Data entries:
==*==

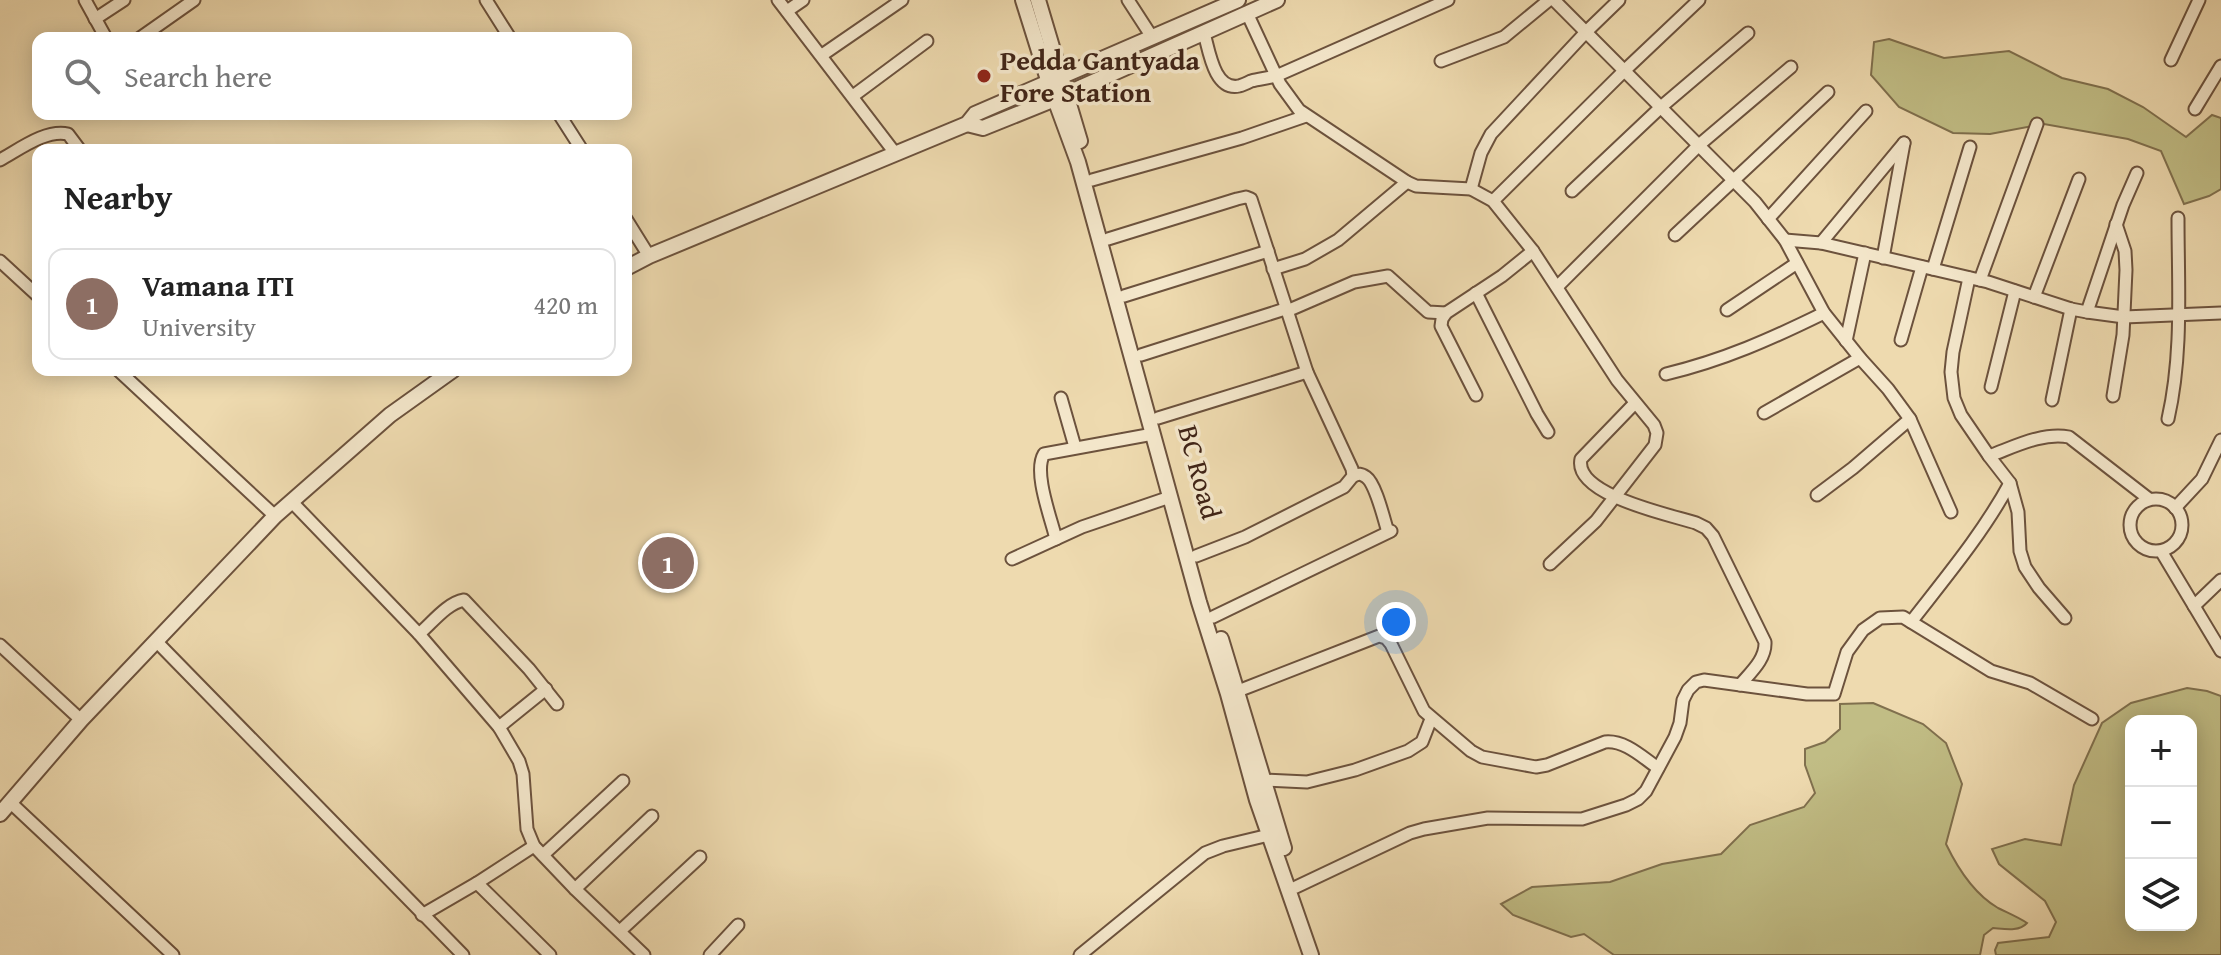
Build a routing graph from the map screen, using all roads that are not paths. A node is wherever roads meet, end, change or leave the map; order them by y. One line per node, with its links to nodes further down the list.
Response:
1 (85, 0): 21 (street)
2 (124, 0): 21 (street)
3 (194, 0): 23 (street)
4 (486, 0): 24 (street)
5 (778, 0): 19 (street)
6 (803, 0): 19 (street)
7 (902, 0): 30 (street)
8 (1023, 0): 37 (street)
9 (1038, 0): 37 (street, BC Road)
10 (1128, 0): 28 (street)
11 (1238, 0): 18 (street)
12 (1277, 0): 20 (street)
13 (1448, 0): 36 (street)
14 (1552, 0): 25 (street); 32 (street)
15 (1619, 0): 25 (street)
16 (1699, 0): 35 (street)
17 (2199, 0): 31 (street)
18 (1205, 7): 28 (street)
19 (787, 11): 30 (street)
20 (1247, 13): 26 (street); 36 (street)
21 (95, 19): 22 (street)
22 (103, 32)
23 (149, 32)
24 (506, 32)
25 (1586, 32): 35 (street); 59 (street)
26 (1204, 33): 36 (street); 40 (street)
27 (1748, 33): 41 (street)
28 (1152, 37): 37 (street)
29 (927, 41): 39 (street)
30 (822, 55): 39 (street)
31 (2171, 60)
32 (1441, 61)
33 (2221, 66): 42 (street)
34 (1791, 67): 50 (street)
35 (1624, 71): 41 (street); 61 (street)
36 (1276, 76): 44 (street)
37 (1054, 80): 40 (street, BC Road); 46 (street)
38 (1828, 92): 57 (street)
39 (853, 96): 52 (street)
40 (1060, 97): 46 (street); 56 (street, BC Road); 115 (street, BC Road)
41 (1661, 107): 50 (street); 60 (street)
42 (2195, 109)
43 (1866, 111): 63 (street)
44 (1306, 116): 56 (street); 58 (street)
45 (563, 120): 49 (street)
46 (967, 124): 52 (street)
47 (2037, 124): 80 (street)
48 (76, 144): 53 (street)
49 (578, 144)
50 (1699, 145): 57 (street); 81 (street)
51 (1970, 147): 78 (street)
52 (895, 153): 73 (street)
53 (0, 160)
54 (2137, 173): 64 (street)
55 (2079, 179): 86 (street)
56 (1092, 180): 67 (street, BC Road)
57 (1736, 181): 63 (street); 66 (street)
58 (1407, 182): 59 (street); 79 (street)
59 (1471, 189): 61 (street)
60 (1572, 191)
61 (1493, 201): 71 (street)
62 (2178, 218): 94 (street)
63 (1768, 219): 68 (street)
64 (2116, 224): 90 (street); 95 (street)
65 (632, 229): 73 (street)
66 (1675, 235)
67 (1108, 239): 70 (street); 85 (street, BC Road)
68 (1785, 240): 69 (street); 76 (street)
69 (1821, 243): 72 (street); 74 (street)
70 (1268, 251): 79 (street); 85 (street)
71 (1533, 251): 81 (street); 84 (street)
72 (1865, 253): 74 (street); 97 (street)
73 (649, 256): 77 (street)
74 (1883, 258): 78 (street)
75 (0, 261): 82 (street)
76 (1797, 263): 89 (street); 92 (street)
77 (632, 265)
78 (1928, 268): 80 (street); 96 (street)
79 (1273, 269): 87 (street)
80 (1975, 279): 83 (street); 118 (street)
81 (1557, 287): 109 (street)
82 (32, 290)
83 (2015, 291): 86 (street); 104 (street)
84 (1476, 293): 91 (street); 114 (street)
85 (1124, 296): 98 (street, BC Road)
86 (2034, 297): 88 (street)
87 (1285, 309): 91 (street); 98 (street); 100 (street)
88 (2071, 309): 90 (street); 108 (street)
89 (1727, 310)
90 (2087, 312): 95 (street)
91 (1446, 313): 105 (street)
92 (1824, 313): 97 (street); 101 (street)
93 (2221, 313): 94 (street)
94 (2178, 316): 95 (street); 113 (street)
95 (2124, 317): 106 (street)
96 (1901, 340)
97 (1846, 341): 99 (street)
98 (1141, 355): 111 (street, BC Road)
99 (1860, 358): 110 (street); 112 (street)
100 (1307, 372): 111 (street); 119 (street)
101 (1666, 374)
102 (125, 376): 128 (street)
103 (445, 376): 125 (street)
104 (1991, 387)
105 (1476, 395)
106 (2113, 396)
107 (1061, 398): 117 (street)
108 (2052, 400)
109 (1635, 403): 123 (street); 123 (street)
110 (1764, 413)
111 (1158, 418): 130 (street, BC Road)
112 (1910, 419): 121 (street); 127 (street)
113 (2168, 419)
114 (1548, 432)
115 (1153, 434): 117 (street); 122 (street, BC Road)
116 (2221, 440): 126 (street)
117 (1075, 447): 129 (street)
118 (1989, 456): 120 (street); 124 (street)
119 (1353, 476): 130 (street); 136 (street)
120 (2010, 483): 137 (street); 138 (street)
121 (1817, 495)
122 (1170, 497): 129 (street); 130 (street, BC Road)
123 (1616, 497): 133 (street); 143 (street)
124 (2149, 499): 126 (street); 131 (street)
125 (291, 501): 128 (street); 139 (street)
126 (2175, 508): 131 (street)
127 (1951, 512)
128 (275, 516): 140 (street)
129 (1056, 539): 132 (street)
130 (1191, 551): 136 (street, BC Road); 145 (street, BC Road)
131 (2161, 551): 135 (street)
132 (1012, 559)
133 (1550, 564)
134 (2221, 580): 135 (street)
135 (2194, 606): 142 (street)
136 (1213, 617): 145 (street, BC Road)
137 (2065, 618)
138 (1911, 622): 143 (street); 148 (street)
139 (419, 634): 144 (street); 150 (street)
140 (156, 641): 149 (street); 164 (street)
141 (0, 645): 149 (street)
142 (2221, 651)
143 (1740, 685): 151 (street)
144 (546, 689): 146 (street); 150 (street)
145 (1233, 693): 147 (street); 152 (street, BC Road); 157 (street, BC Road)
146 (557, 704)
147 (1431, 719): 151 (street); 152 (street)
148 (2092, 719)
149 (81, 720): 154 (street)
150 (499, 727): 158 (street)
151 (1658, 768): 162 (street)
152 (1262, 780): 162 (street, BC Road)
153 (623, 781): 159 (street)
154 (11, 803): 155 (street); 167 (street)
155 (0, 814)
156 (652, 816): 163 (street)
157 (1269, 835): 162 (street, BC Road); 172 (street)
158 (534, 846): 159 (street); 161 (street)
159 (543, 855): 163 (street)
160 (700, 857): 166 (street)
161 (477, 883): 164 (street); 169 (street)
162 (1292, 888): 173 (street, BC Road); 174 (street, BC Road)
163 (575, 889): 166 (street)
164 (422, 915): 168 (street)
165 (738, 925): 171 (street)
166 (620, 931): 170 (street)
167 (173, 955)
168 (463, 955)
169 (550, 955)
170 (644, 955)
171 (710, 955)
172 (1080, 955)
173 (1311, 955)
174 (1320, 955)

==*==

THE PROBLEM:
Keep the pictures out while you retype all of the data above exactly as it appears.

REPLY:
Build a routing graph from the map screen, using all roads that are not paths. A node is wherever roads meet, end, change or leave the map; order them by y. One line per node, with its links to nodes further down the list.
Response:
1 (85, 0): 21 (street)
2 (124, 0): 21 (street)
3 (194, 0): 23 (street)
4 (486, 0): 24 (street)
5 (778, 0): 19 (street)
6 (803, 0): 19 (street)
7 (902, 0): 30 (street)
8 (1023, 0): 37 (street)
9 (1038, 0): 37 (street, BC Road)
10 (1128, 0): 28 (street)
11 (1238, 0): 18 (street)
12 (1277, 0): 20 (street)
13 (1448, 0): 36 (street)
14 (1552, 0): 25 (street); 32 (street)
15 (1619, 0): 25 (street)
16 (1699, 0): 35 (street)
17 (2199, 0): 31 (street)
18 (1205, 7): 28 (street)
19 (787, 11): 30 (street)
20 (1247, 13): 26 (street); 36 (street)
21 (95, 19): 22 (street)
22 (103, 32)
23 (149, 32)
24 (506, 32)
25 (1586, 32): 35 (street); 59 (street)
26 (1204, 33): 36 (street); 40 (street)
27 (1748, 33): 41 (street)
28 (1152, 37): 37 (street)
29 (927, 41): 39 (street)
30 (822, 55): 39 (street)
31 (2171, 60)
32 (1441, 61)
33 (2221, 66): 42 (street)
34 (1791, 67): 50 (street)
35 (1624, 71): 41 (street); 61 (street)
36 (1276, 76): 44 (street)
37 (1054, 80): 40 (street, BC Road); 46 (street)
38 (1828, 92): 57 (street)
39 (853, 96): 52 (street)
40 (1060, 97): 46 (street); 56 (street, BC Road); 115 (street, BC Road)
41 (1661, 107): 50 (street); 60 (street)
42 (2195, 109)
43 (1866, 111): 63 (street)
44 (1306, 116): 56 (street); 58 (street)
45 (563, 120): 49 (street)
46 (967, 124): 52 (street)
47 (2037, 124): 80 (street)
48 (76, 144): 53 (street)
49 (578, 144)
50 (1699, 145): 57 (street); 81 (street)
51 (1970, 147): 78 (street)
52 (895, 153): 73 (street)
53 (0, 160)
54 (2137, 173): 64 (street)
55 (2079, 179): 86 (street)
56 (1092, 180): 67 (street, BC Road)
57 (1736, 181): 63 (street); 66 (street)
58 (1407, 182): 59 (street); 79 (street)
59 (1471, 189): 61 (street)
60 (1572, 191)
61 (1493, 201): 71 (street)
62 (2178, 218): 94 (street)
63 (1768, 219): 68 (street)
64 (2116, 224): 90 (street); 95 (street)
65 (632, 229): 73 (street)
66 (1675, 235)
67 (1108, 239): 70 (street); 85 (street, BC Road)
68 (1785, 240): 69 (street); 76 (street)
69 (1821, 243): 72 (street); 74 (street)
70 (1268, 251): 79 (street); 85 (street)
71 (1533, 251): 81 (street); 84 (street)
72 (1865, 253): 74 (street); 97 (street)
73 (649, 256): 77 (street)
74 (1883, 258): 78 (street)
75 (0, 261): 82 (street)
76 (1797, 263): 89 (street); 92 (street)
77 (632, 265)
78 (1928, 268): 80 (street); 96 (street)
79 (1273, 269): 87 (street)
80 (1975, 279): 83 (street); 118 (street)
81 (1557, 287): 109 (street)
82 (32, 290)
83 (2015, 291): 86 (street); 104 (street)
84 (1476, 293): 91 (street); 114 (street)
85 (1124, 296): 98 (street, BC Road)
86 (2034, 297): 88 (street)
87 (1285, 309): 91 (street); 98 (street); 100 (street)
88 (2071, 309): 90 (street); 108 (street)
89 (1727, 310)
90 (2087, 312): 95 (street)
91 (1446, 313): 105 (street)
92 (1824, 313): 97 (street); 101 (street)
93 (2221, 313): 94 (street)
94 (2178, 316): 95 (street); 113 (street)
95 (2124, 317): 106 (street)
96 (1901, 340)
97 (1846, 341): 99 (street)
98 (1141, 355): 111 (street, BC Road)
99 (1860, 358): 110 (street); 112 (street)
100 (1307, 372): 111 (street); 119 (street)
101 (1666, 374)
102 (125, 376): 128 (street)
103 (445, 376): 125 (street)
104 (1991, 387)
105 (1476, 395)
106 (2113, 396)
107 (1061, 398): 117 (street)
108 (2052, 400)
109 (1635, 403): 123 (street); 123 (street)
110 (1764, 413)
111 (1158, 418): 130 (street, BC Road)
112 (1910, 419): 121 (street); 127 (street)
113 (2168, 419)
114 (1548, 432)
115 (1153, 434): 117 (street); 122 (street, BC Road)
116 (2221, 440): 126 (street)
117 (1075, 447): 129 (street)
118 (1989, 456): 120 (street); 124 (street)
119 (1353, 476): 130 (street); 136 (street)
120 (2010, 483): 137 (street); 138 (street)
121 (1817, 495)
122 (1170, 497): 129 (street); 130 (street, BC Road)
123 (1616, 497): 133 (street); 143 (street)
124 (2149, 499): 126 (street); 131 (street)
125 (291, 501): 128 (street); 139 (street)
126 (2175, 508): 131 (street)
127 (1951, 512)
128 (275, 516): 140 (street)
129 (1056, 539): 132 (street)
130 (1191, 551): 136 (street, BC Road); 145 (street, BC Road)
131 (2161, 551): 135 (street)
132 (1012, 559)
133 (1550, 564)
134 (2221, 580): 135 (street)
135 (2194, 606): 142 (street)
136 (1213, 617): 145 (street, BC Road)
137 (2065, 618)
138 (1911, 622): 143 (street); 148 (street)
139 (419, 634): 144 (street); 150 (street)
140 (156, 641): 149 (street); 164 (street)
141 (0, 645): 149 (street)
142 (2221, 651)
143 (1740, 685): 151 (street)
144 (546, 689): 146 (street); 150 (street)
145 (1233, 693): 147 (street); 152 (street, BC Road); 157 (street, BC Road)
146 (557, 704)
147 (1431, 719): 151 (street); 152 (street)
148 (2092, 719)
149 (81, 720): 154 (street)
150 (499, 727): 158 (street)
151 (1658, 768): 162 (street)
152 (1262, 780): 162 (street, BC Road)
153 (623, 781): 159 (street)
154 (11, 803): 155 (street); 167 (street)
155 (0, 814)
156 (652, 816): 163 (street)
157 (1269, 835): 162 (street, BC Road); 172 (street)
158 (534, 846): 159 (street); 161 (street)
159 (543, 855): 163 (street)
160 (700, 857): 166 (street)
161 (477, 883): 164 (street); 169 (street)
162 (1292, 888): 173 (street, BC Road); 174 (street, BC Road)
163 (575, 889): 166 (street)
164 (422, 915): 168 (street)
165 (738, 925): 171 (street)
166 (620, 931): 170 (street)
167 (173, 955)
168 (463, 955)
169 (550, 955)
170 (644, 955)
171 (710, 955)
172 (1080, 955)
173 (1311, 955)
174 (1320, 955)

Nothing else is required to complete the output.